Murray, who retired about six years ago, works for Cornell Cooperative Extension in Riverhead trying to find ways to reduce groundwater pollution.
He recalled an informational video Amer made for the Open Space Stewardship program at Brookhaven National Laboratory. Many environmental films, Murray said, skew negative — think “organisms are dying” — but Amer’s emphasized the positive instead. Amer aimed to convey the idea, “Isn’t this beautiful? Don’t you really want to save this?” Murray explained.

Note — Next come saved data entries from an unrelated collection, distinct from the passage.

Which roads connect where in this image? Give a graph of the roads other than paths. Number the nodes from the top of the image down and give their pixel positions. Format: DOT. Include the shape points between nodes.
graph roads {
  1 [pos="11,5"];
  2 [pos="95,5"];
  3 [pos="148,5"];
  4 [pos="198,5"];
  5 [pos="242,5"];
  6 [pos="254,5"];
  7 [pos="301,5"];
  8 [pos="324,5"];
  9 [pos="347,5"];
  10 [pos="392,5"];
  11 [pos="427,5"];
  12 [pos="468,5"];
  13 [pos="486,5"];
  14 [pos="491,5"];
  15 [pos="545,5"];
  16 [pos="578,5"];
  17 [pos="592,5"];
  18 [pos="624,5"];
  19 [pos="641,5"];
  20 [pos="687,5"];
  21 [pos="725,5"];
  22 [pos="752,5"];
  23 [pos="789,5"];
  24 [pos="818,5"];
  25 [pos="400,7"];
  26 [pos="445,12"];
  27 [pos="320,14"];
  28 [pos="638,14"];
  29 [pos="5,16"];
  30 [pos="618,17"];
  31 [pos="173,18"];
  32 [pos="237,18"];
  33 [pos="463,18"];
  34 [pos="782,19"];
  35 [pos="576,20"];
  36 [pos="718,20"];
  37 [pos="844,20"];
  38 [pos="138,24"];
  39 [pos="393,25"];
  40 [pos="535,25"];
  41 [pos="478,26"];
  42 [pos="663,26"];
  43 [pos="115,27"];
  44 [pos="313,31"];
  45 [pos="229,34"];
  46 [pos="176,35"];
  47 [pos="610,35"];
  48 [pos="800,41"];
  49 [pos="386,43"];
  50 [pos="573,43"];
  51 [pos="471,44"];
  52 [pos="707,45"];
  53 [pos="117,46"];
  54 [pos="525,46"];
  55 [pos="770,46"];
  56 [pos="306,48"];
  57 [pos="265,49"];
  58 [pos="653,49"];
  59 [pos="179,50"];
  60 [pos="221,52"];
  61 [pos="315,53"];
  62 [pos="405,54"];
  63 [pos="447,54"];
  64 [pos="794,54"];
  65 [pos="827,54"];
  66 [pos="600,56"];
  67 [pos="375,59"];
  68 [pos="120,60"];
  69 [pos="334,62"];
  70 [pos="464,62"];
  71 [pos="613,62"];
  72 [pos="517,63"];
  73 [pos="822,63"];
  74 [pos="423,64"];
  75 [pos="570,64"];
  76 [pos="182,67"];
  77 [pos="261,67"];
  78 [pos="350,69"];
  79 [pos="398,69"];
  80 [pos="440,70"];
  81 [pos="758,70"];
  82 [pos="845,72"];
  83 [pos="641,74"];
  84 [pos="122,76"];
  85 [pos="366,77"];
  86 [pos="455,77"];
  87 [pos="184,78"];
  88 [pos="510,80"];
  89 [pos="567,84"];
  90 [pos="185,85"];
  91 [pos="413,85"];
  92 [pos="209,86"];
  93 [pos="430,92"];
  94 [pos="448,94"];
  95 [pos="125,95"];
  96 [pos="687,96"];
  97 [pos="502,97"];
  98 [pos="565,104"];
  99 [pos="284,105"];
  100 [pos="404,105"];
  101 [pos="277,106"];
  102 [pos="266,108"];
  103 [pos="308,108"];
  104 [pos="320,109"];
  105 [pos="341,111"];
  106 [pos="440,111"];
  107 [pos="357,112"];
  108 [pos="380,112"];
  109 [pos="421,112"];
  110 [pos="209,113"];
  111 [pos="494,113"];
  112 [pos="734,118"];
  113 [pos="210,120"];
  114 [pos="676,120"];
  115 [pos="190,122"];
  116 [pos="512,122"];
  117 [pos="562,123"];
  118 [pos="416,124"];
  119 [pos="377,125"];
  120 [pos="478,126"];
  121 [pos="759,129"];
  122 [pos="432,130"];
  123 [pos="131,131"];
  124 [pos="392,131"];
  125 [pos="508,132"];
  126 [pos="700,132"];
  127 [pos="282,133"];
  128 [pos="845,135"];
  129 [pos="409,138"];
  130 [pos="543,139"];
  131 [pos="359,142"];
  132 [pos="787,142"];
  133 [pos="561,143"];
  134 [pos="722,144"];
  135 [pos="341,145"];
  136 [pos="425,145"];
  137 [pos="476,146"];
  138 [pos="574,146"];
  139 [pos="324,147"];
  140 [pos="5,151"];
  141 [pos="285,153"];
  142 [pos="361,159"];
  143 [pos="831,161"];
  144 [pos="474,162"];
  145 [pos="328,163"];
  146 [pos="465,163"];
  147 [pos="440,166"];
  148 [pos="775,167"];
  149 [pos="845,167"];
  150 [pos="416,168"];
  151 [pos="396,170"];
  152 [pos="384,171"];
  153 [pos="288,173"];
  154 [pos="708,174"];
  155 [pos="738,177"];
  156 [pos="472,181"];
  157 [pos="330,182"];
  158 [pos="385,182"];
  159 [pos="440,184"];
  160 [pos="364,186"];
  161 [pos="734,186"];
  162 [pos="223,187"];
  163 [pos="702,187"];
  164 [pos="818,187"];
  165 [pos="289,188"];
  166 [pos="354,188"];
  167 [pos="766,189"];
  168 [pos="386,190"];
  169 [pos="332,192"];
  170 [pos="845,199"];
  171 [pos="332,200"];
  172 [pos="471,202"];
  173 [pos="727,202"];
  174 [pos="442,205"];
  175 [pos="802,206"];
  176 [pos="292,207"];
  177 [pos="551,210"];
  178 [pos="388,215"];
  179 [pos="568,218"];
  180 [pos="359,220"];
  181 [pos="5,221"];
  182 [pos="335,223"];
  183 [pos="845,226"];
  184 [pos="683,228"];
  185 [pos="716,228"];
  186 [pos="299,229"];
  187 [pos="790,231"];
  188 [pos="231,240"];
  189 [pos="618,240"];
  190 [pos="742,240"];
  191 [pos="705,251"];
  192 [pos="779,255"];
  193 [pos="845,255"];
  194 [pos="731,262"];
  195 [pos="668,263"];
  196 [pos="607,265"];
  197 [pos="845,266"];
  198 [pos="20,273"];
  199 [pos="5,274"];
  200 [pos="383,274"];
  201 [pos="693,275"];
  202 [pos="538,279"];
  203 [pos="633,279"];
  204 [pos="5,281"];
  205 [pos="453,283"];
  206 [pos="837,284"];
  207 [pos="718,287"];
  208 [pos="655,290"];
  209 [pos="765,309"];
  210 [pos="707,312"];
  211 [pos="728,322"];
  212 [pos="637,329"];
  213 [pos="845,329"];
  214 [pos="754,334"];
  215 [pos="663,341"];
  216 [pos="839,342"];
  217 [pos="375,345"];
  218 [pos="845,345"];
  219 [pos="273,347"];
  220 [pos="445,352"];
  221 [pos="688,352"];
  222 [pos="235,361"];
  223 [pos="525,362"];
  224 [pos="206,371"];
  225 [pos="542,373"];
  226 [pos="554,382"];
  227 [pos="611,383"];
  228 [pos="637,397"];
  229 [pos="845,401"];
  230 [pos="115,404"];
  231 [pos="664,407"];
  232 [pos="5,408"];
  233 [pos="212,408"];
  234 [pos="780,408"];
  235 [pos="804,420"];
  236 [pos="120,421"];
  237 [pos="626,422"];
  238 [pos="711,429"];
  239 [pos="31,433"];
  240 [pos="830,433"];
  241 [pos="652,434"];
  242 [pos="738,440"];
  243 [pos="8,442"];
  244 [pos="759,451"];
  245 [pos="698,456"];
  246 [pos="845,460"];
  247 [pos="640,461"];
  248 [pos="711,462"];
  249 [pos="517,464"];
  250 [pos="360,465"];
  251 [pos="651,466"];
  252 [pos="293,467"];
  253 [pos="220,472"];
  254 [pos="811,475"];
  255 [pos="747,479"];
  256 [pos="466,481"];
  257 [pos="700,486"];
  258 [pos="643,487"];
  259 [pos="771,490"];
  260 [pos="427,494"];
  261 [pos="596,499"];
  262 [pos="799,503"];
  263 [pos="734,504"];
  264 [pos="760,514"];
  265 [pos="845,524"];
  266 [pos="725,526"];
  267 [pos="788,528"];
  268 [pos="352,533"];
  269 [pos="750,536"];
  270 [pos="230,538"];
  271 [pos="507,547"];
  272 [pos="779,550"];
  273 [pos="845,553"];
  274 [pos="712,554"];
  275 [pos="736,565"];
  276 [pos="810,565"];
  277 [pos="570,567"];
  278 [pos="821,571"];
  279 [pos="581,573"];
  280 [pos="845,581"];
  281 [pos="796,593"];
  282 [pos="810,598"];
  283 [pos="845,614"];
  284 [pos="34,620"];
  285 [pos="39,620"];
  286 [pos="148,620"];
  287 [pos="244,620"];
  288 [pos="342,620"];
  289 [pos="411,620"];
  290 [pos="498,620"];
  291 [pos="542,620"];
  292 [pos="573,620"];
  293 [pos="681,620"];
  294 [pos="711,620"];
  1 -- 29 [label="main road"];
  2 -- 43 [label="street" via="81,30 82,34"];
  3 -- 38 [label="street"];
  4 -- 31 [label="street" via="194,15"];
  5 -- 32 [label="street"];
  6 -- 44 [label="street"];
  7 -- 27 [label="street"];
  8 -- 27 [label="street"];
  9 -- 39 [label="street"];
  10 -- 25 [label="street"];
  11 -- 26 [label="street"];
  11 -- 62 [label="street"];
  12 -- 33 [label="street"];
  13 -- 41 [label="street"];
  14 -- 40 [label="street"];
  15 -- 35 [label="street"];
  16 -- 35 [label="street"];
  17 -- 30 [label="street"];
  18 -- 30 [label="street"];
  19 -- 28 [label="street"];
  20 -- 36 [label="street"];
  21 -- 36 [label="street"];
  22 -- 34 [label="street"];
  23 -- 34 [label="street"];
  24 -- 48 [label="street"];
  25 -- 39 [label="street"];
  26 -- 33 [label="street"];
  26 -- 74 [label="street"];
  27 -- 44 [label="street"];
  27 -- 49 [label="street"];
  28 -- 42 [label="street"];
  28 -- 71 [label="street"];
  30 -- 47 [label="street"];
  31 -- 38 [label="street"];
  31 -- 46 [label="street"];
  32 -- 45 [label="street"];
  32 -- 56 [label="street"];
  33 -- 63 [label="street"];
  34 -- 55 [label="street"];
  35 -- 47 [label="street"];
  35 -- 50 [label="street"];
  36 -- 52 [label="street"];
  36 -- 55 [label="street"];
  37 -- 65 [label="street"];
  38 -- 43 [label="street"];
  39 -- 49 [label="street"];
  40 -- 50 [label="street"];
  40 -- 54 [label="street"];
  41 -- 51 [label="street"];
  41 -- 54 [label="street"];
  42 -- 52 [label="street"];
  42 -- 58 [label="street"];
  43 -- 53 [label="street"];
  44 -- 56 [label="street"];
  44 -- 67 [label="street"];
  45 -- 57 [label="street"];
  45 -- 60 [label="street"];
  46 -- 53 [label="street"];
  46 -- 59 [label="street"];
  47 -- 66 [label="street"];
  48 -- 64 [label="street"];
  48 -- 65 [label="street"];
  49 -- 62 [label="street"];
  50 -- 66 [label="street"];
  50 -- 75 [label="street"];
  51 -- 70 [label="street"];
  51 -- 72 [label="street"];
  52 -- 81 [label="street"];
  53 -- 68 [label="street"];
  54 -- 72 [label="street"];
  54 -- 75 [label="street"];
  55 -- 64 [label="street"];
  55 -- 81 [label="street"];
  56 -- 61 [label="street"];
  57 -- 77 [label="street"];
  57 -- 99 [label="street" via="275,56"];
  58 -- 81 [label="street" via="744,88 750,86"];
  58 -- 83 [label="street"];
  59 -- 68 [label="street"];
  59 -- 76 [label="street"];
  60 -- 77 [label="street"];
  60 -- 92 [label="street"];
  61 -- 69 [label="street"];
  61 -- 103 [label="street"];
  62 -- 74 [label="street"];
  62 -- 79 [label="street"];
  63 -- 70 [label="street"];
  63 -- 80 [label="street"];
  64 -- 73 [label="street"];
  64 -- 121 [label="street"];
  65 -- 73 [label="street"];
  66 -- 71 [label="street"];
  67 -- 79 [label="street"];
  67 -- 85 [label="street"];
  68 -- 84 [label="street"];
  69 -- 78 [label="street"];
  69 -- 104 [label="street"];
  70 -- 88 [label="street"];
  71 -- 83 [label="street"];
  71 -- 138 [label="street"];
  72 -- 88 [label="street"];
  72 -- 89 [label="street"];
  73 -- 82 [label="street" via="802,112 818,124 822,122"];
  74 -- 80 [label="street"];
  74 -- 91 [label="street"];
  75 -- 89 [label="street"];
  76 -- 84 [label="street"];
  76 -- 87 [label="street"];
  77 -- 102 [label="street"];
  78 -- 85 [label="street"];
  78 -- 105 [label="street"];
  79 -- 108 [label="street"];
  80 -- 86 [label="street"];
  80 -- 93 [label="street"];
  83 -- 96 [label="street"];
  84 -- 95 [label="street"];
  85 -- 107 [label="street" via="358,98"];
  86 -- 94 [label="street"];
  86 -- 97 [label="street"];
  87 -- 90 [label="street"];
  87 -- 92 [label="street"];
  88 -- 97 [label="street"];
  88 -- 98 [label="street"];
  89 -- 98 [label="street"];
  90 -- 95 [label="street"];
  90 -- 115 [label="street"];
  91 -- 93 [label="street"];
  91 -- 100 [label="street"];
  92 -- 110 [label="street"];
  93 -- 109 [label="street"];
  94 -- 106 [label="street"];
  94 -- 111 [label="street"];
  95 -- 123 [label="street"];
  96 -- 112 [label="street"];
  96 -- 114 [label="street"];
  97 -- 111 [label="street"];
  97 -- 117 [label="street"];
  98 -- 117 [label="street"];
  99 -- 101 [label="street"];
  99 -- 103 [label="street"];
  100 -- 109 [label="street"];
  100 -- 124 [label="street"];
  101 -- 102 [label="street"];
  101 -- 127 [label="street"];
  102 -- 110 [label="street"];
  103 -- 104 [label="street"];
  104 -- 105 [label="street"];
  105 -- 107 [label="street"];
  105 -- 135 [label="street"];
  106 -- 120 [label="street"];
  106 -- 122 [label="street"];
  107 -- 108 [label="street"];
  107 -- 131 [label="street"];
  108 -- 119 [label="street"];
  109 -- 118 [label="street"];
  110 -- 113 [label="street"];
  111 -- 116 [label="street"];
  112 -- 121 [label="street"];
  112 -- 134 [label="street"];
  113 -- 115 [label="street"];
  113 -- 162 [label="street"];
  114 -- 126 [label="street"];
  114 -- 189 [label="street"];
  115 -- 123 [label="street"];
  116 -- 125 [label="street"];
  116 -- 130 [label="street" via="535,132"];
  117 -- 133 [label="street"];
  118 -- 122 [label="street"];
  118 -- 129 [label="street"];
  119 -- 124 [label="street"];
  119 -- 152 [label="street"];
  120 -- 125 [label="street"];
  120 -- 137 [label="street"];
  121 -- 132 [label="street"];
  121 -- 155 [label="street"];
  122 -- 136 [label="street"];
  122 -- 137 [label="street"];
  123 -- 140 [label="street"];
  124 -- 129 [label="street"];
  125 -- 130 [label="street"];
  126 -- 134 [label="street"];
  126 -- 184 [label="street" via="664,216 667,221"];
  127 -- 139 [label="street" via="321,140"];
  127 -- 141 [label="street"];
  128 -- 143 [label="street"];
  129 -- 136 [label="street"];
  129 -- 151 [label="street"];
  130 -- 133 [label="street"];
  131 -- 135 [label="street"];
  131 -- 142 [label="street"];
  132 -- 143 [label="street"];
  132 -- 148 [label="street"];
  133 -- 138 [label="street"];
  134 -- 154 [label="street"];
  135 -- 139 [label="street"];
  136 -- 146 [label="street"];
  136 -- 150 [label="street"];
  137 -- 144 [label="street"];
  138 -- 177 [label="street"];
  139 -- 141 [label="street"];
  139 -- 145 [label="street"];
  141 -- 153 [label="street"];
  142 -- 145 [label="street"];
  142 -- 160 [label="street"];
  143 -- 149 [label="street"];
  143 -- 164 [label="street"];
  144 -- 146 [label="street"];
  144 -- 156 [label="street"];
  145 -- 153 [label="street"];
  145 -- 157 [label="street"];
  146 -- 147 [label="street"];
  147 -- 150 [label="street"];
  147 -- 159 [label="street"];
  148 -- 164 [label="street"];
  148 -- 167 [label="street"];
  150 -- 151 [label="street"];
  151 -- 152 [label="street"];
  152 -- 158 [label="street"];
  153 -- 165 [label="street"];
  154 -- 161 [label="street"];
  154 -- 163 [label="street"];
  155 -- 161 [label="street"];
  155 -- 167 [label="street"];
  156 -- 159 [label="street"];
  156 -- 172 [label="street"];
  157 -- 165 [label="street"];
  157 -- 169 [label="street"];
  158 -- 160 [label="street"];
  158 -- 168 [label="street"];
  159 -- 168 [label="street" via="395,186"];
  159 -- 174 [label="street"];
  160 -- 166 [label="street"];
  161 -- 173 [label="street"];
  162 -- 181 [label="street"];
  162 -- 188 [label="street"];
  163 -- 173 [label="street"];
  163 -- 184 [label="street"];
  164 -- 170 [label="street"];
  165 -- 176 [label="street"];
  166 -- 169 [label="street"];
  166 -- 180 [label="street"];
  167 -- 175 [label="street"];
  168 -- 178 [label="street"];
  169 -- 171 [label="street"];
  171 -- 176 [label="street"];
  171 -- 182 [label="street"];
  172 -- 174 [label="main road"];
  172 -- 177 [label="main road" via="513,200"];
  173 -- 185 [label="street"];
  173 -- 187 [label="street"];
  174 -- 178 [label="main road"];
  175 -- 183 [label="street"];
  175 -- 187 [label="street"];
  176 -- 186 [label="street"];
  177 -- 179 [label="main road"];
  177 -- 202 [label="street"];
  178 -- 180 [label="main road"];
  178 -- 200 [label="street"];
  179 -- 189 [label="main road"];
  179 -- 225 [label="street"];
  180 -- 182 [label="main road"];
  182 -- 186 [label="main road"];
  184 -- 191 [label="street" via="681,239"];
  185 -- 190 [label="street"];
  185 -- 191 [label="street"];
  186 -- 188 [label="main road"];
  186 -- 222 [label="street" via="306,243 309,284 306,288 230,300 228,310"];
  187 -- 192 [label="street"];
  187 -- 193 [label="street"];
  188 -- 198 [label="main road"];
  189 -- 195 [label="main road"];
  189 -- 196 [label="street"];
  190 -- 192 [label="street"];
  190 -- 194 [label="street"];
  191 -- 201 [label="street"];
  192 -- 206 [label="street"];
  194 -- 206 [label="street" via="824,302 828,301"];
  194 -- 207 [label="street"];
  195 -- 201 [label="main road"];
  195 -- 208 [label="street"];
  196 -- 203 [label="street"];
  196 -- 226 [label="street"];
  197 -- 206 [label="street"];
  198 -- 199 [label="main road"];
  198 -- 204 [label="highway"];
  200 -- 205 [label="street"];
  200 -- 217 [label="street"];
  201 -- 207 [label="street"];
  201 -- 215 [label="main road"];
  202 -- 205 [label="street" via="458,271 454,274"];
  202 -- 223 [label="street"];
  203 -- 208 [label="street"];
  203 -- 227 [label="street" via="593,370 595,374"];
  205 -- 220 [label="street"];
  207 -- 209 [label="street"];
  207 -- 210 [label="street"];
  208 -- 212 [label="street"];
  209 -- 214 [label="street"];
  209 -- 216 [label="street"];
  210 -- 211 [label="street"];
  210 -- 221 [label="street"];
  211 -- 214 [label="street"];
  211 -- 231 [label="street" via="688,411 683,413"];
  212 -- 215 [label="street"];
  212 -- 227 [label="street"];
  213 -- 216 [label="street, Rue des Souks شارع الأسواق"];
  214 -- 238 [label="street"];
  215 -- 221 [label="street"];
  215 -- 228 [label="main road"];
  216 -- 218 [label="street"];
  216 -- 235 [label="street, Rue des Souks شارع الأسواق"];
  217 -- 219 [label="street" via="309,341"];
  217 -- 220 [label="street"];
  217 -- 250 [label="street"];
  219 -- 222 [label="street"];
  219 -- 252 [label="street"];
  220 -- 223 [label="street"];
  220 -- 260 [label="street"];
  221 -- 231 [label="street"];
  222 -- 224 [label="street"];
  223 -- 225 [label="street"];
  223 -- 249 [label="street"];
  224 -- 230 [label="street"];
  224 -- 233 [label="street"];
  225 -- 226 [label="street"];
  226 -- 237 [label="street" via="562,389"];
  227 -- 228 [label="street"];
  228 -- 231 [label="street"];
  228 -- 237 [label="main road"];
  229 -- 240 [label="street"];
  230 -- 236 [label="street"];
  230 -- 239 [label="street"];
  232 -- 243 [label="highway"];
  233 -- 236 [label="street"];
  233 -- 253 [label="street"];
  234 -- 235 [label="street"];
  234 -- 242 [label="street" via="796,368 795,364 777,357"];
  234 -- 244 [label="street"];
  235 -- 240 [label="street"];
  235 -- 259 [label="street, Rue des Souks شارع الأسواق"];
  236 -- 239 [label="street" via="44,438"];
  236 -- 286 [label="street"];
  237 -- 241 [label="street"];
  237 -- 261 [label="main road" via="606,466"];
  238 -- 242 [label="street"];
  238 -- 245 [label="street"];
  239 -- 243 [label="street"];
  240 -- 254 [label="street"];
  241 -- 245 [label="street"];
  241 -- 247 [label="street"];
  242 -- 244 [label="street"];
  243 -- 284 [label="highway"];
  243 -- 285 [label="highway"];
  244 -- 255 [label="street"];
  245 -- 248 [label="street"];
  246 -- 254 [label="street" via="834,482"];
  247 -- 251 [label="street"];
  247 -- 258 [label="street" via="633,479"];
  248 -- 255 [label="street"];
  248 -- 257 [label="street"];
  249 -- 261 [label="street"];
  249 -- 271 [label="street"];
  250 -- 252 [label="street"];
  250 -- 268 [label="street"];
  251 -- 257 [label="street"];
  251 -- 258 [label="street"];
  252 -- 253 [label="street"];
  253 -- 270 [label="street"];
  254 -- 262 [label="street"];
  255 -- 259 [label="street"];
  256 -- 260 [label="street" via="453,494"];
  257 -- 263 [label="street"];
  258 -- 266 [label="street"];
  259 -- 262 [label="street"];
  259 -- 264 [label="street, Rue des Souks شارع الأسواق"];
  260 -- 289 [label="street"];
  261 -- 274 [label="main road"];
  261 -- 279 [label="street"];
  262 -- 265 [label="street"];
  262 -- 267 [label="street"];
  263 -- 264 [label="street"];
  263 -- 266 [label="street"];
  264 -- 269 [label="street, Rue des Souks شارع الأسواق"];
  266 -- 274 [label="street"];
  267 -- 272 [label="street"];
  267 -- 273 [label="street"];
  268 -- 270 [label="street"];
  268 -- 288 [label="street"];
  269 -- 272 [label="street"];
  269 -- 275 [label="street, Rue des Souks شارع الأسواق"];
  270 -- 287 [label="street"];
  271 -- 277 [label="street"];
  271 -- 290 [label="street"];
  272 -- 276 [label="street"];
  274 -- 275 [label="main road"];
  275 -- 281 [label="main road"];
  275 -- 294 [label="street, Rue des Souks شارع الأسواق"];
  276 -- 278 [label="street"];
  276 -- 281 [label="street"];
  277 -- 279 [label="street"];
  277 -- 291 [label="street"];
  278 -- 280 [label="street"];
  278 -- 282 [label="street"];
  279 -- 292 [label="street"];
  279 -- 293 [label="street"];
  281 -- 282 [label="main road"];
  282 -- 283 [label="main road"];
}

“He’s optimistic, and he’s realistic, too,” Murray said. “But he knows we’re not going to go anywhere with people being, you know, turned off.”
6 questions for Saad Amer
Environmental and political activist Saad Amer starts his day by brushing his teeth “for far too long.” Then, with a cup of tea, he reads the news and opens emails. From there, the agenda varies. "I feel like, days are 24 hours and you've got to make use of all of those hours,” he said. Some days include meetings or speaking engagements; other days he takes calls from reporters, produces videos or writes policy. Here, Amer explains how he got started and how others can, too.
1. How did you develop an interest in environmental activism? Climate change is systematic. It affects the environment, our food security, human health, social justice, human rights, energy production, the economy — everything. Once I realized how interconnected all these issues were, I developed a deep interest. Once I realized how backward our country was moving on all these issues, I knew I had to take action.
2. What can young people do to get involved? Learn about it. Talk about it. Educate your community. Strike on Fridays. Write to your representatives. Volunteer with organizations that you find meaningful. You might not be able to vote, but the adults in your life can be your plus-1’s. Register them to vote.
3. What patterns have you seen when it comes to youth fighting climate change? Climate denial is no longer acceptable. Youth are blazing the trail. The youth have facts, and politicians need to do better. The next step in this movement is to take this momentum and bring it to the polls. If politicians won't act, we’ll vote them out. Voting is climate action. Even if you’re registered, make sure you register a plus-1 to vote. We need action on climate now, and this is how we will get it.
4. Who has influenced you? From Jane Goodall, I saw boundless empathy and learned how to have compassion for all beings. From Michelle Obama, I saw a determined fighter, and learned that “becoming” is a lifelong process. From Lady Gaga, I saw unparalleled creativity, and learned that we need to be who we are with pride. From Rachel Carson, I saw pure brilliance and learned science can ignite change across a nation. And from my mother and father, I saw a lifetime of endurance and learned what it’s like to have a family that loves you.
5. Have you made any changes in your own consumer habits to support sustainability? I want to emphasize that while small lifestyle changes certainly make a difference, we need large-scale policy reform on the environment to address climate change. Avoiding plastic straws is only a small part of the conversation when compared to the immense contributions of the transportation sector and fossil fuels corporations to climate change. That being said, individuals make up our society, and our individual actions can make a difference when aggregated. Since I was a kid, I remember pushing can after can into the recycling machines at Stop & Shop. I still do this. I never really eat meat. I shop at thrift stores. I take public transportation whenever possible. ... I avoid plastic and use my recycled plastic Patagonia bag instead.
6. Who's your plus-1? My plus-1 is you!
— Arielle Dollinger
Correction: An earlier version of this story misstated the date and type of meeting where Saad Amer and Elliott Harris met.